2. The Citadel of Chaos
Author: Steve Jackson (UK)
Illustrators: Emmanuel (first British cover), Ian Miller (second British cover), Richard Corben (American cover), Kevin Jenkins (British reissue cover), Russ Nicholson (interior)
First Published: 1983 (original British edition), November, 1983 (American edition)
Reissued: May, 2002 (still as book #2)
ISBN: 0-14-031603-5 (original British edition), 0-440-91280-6 (American edition), 1-84046-389-9 (reissued British edition)
Length: 400 sections
Number of Endings: 19 instant failures, 1 victory, plus failure by
inadequate inventory, insufficient spells or loss of Stamina points.
Plot Summary: You are a wizard-in-training sent to infiltrate the
citadel of Balthus Dire, an evil demi-sorcerer. Your mission is to prevent
him from unleashing an army upon the innocent Vale of Willow by assassinating
him in his lair.
Translations: Danish, Dutch, Finnish, French, German, Hungarian, Italian, Japanese, Norwegian, Portuguese (Brazil), Portuguese (Portugal), Spanish, Swedish
The first thing that struck me about this book was its
magic system, which isn't nearly as interesting as Steve Jackson's later work
on Sorcery but which starts the adventure off on
an interesting note by giving the reader a list of talents to pick from,
Lone Wolf style. The next thing I noticed was the fact that the
back-story seems very D&D-inspired, though this observation is
based mainly on the conspicuous use of the phrases "Lawful Good"

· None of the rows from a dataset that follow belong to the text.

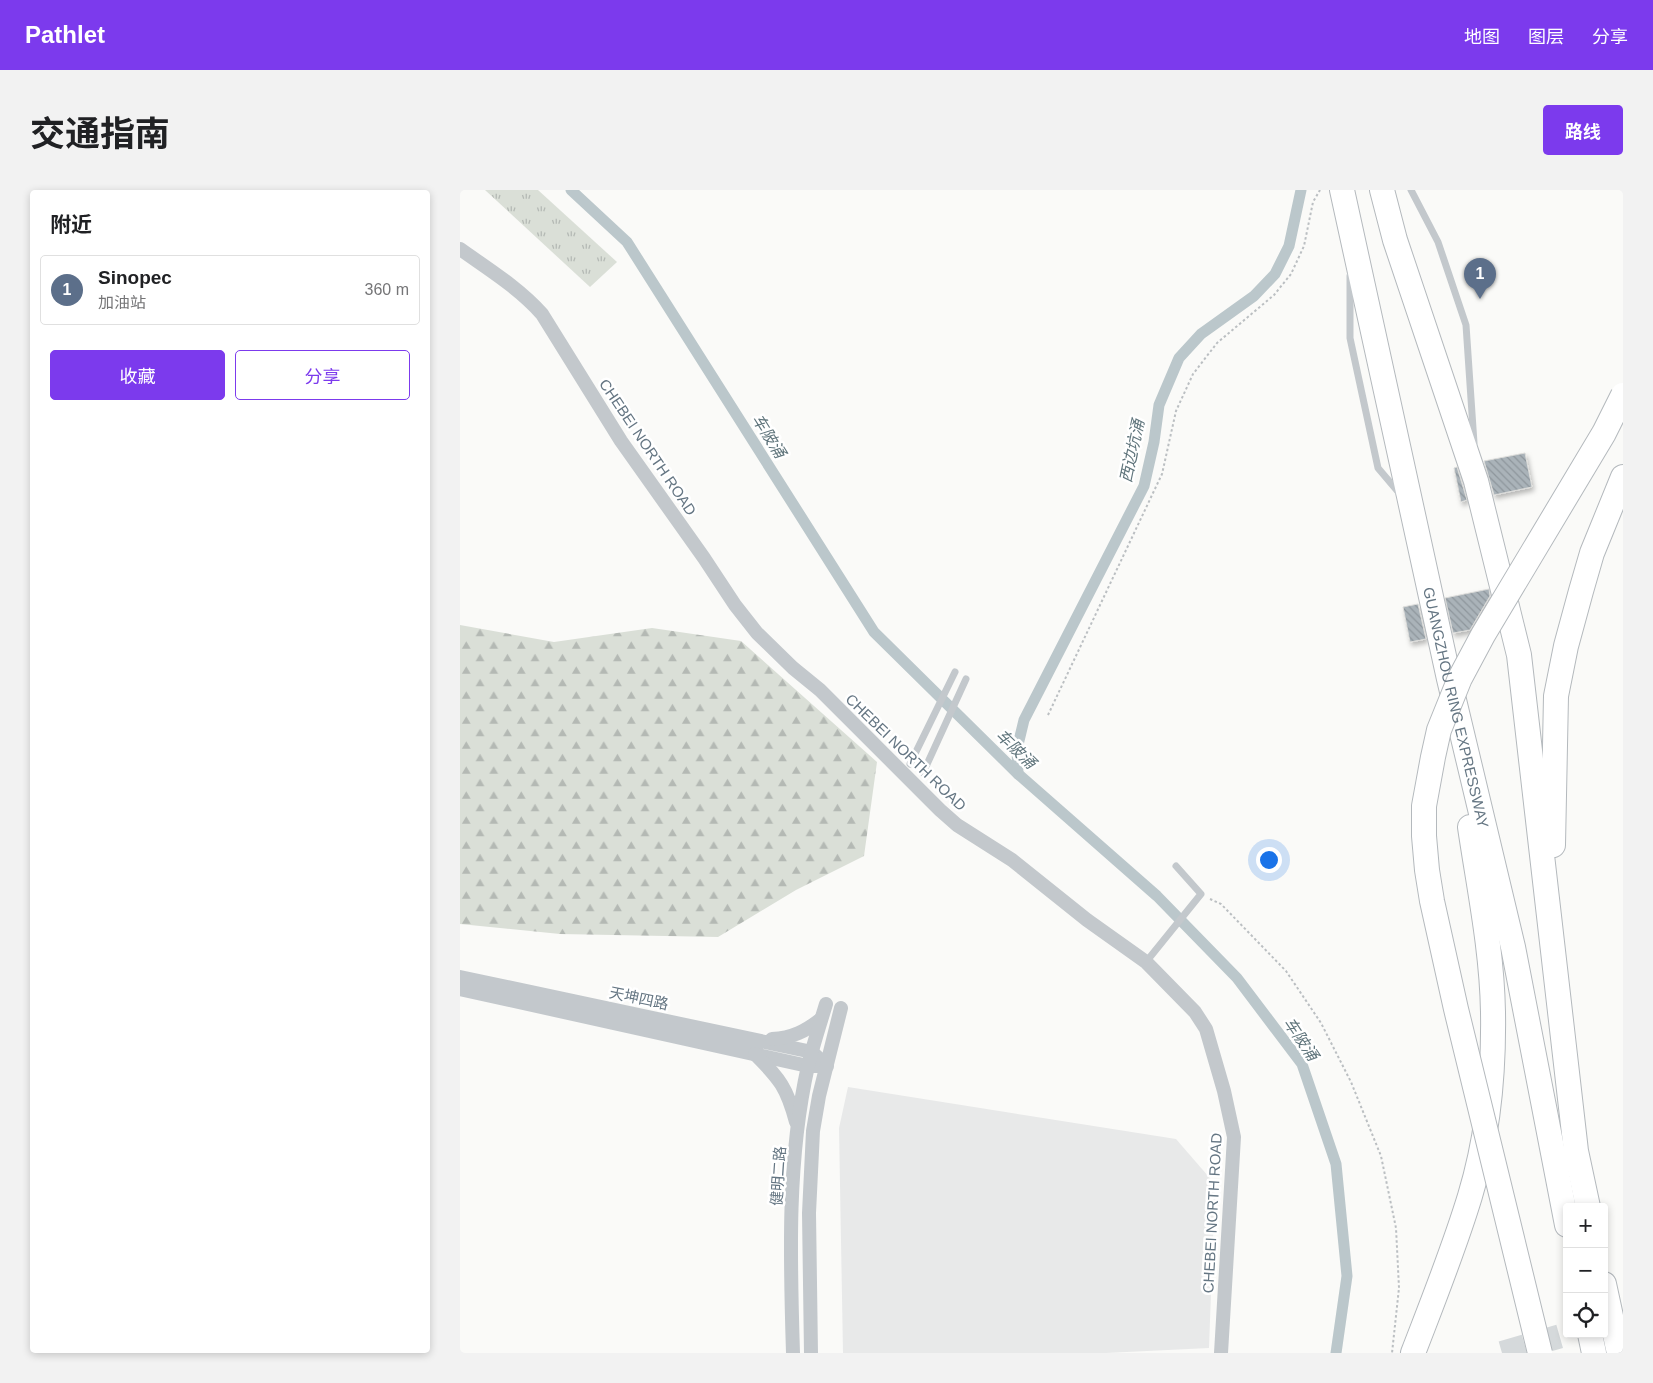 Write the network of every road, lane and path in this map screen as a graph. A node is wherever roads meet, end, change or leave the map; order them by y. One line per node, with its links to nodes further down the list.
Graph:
1 (1320, 190): 14 (path)
2 (1340, 190): 13 (highway, GUANGZHOU RING EXPRESSWAY)
3 (1382, 190): 7 (highway)
4 (1399, 190): 7 (highway)
5 (1411, 190): 10 (lane)
6 (460, 249): 20 (street, CHEBEI NORTH ROAD)
7 (1414, 294): 10 (highway)
8 (1623, 396): 43 (highway, bridge)
9 (1623, 477): 19 (highway)
10 (1476, 481): 19 (highway)
11 (955, 672): 15 (lane)
12 (966, 679): 16 (lane)
13 (1449, 679): 33 (highway, GUANGZHOU RING EXPRESSWAY); 42 (highway)
14 (1048, 714)
15 (910, 764)
16 (924, 773)
17 (1176, 866): 18 (lane)
18 (1201, 894): 20 (lane); 41 (path)
19 (1551, 937): 32 (highway)
20 (1146, 962): 40 (street, CHEBEI NORTH ROAD)
21 (460, 977): 26 (street, 天坤四路)
22 (460, 990): 28 (street, 天坤四路)
23 (826, 1004): 24 (lane); 25 (street, 健明二路)
24 (841, 1008): 30 (street)
25 (821, 1019): 26 (street); 27 (street, 健明二路)
26 (758, 1040): 27 (street, 天坤四路)
27 (812, 1052): 29 (street, 健明二路); 30 (street)
28 (754, 1054): 29 (street, 天坤四路); 31 (street)
29 (808, 1066): 30 (street, 天坤四路); 31 (street, 健明二路)
30 (827, 1066): 39 (street)
31 (798, 1129): 35 (street, 健明二路)
32 (1587, 1203)
33 (1563, 1204)
34 (1606, 1293): 45 (highway)
35 (792, 1334): 37 (street); 38 (street, 健明二路)
36 (1591, 1338): 44 (highway)
37 (785, 1353)
38 (793, 1353)
39 (811, 1353)
40 (1221, 1353)
41 (1392, 1353)
42 (1414, 1353)
43 (1540, 1353)
44 (1594, 1353)
45 (1619, 1353) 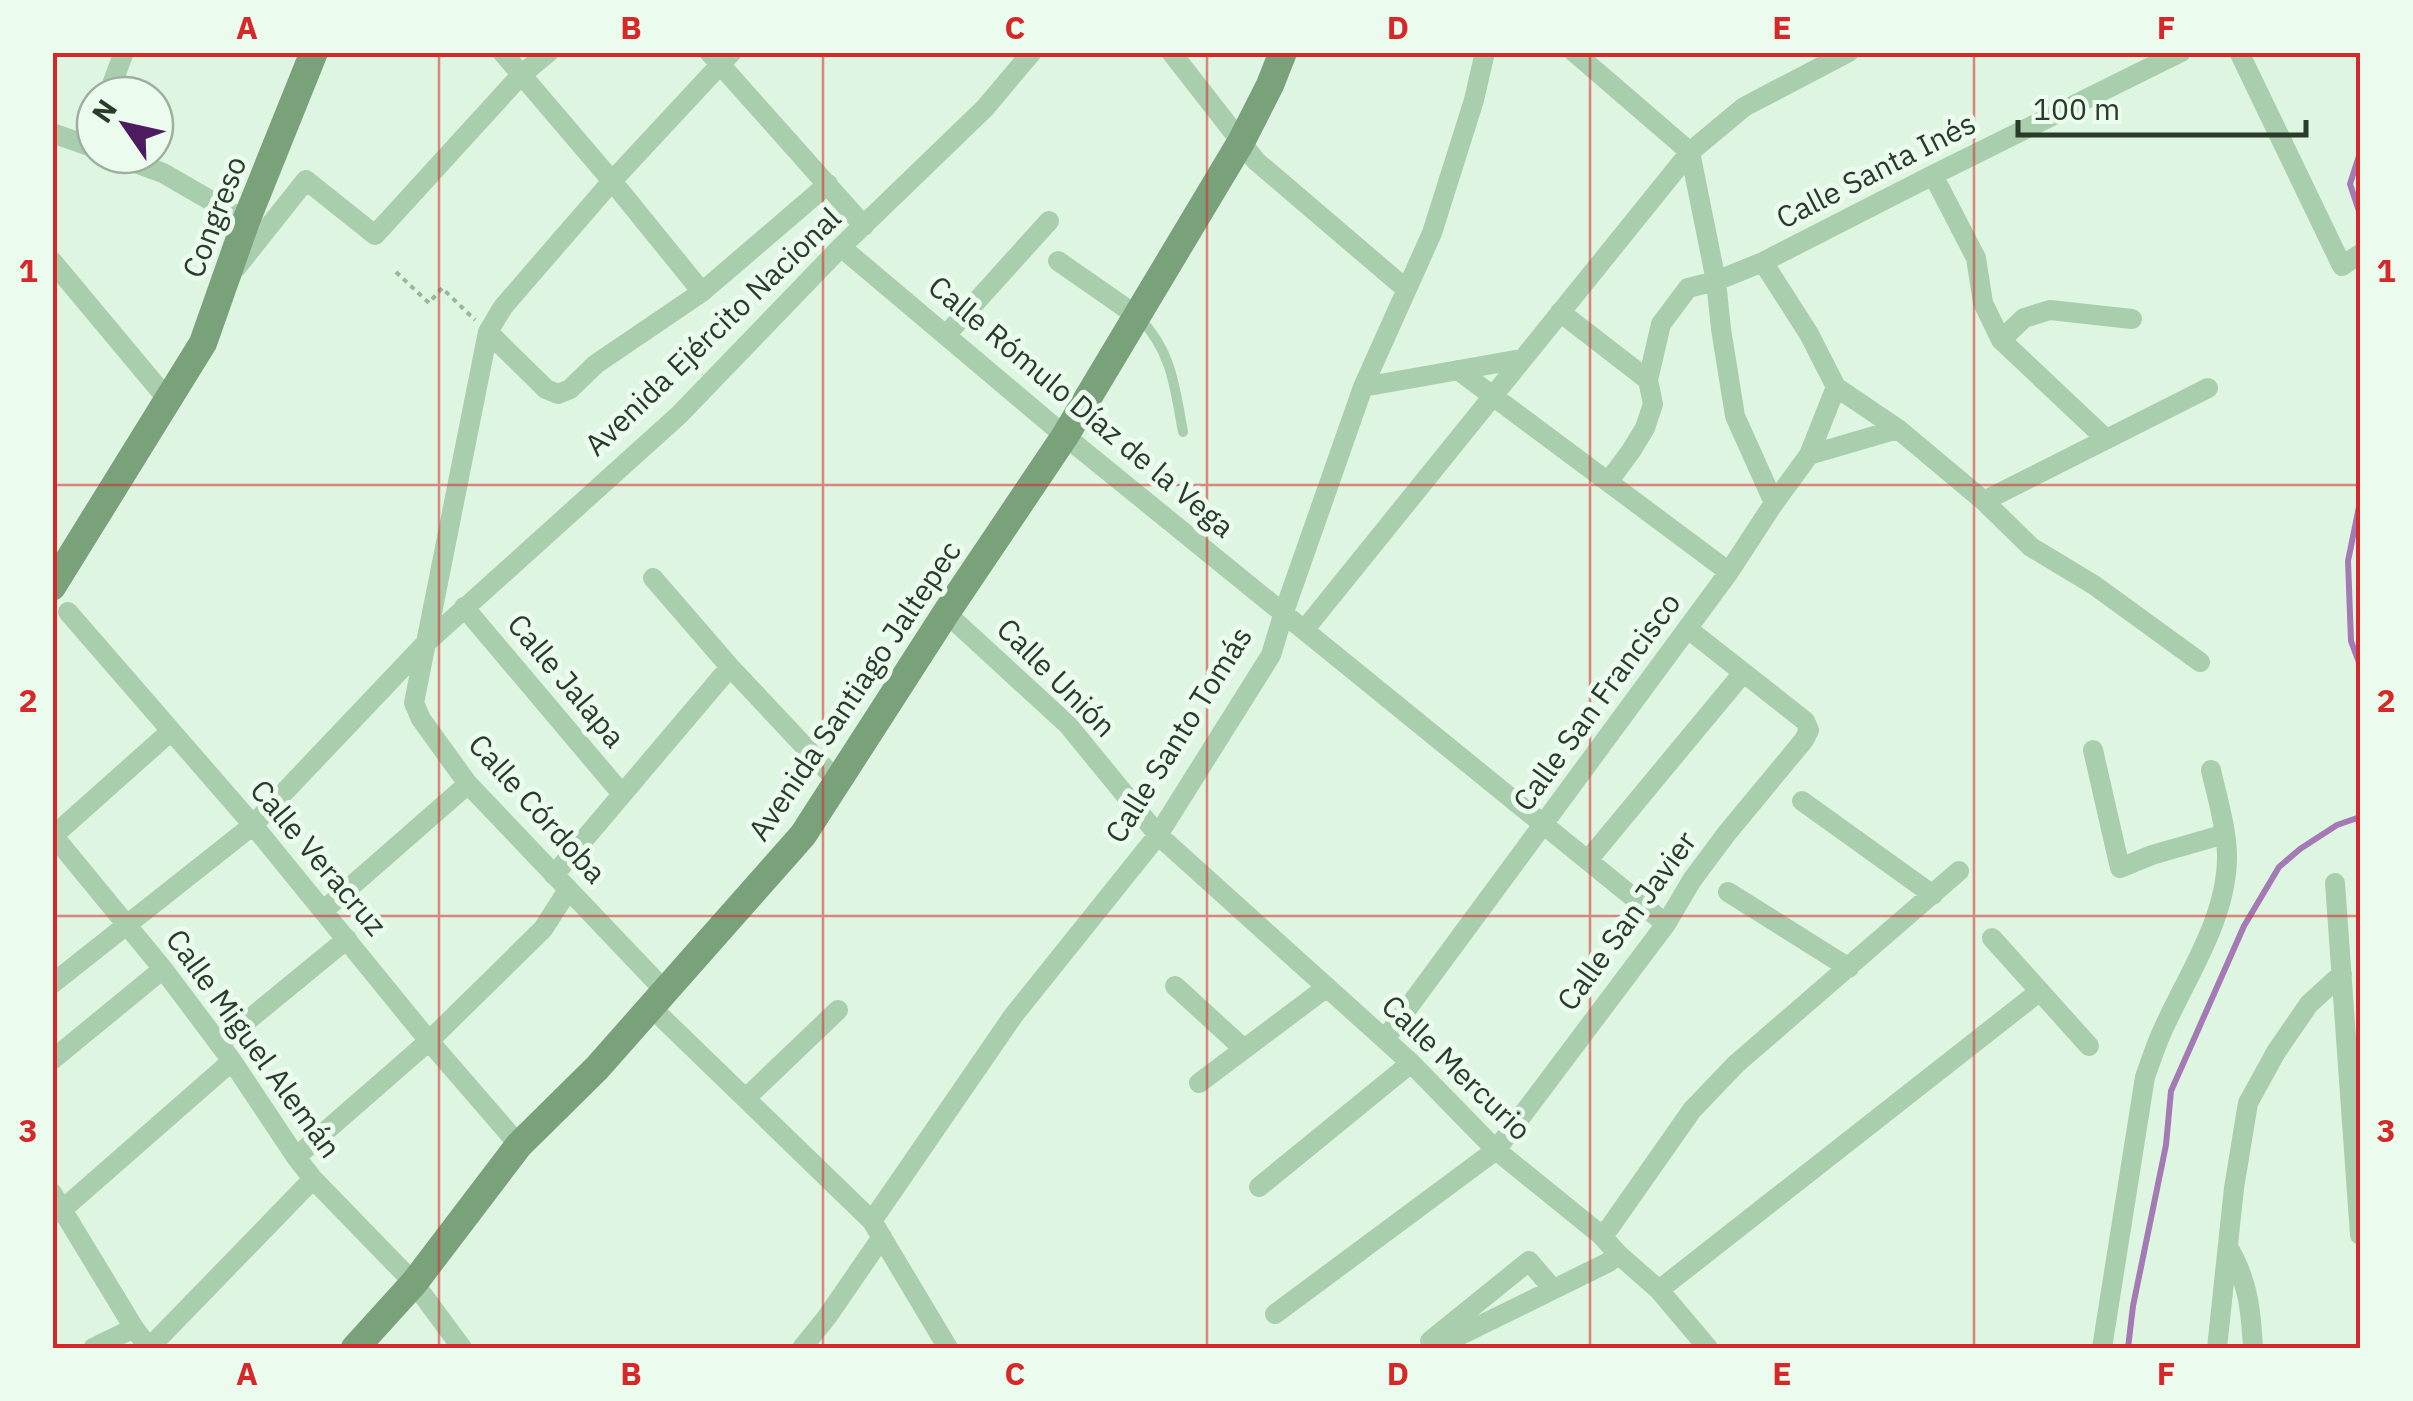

Upon getting into the actual gameplay, I'd have to say that it's a more solid
design than Warlock of Firetop Mountain, but it's somehow a bit less
engaging. This may be partially due to the fact that I don't have as many
nostalgic memories of this book than of the previous volume, but I'd say that
the sometimes rushed-looking artwork and Steve Jackson's less-than-thrilling
prose didn't help either. Jackson's talents definitely lie more with game
design than with actual writing -- his text just seems flat most of the time,
and his tendency towards padding out sections by mentioning passageways that
you can't follow is simply annoying. I also found that some of his
encounters (like the whirlwind-woman) feel utterly pointless and silly. He
does deserve credit for the occasional amusing detail, though, and it was
nice to know that female goblins do exist (see section 339).
Despite my complaints, there are a number of very nice features to the book.
The challenge level seems about right -- you have to play quite a few times
to win, but each time you play, you learn new and helpful things which can be
applied to the next trip. It's also true that you can roll extremely awful
ability scores yet still emerge victorious. Probably the highlight of the
whole book is the final confrontation with Balthus Dire, which gives you a
lot of options and keeps the tension high throughout. The fact that victory
leads you to a potentially-unsatisfying ending is my only complaint about the
whole end sequence, and the open-ended final paragraph isn't really all that
terrible. Actually, I wish I'd read this book more thoroughly before writing
my first Kobolds Ate My Baby! solo adventure, as
the encounter with Tabriz in my book could have been enhanced by including a
tribute to this scene. Oh well.
Errata: If you leave the library (18) to approach the dining
area (31), it says you come from the Game Room. This is a bit jarring, but
it doesn't seem to actually harm the flow of the adventure.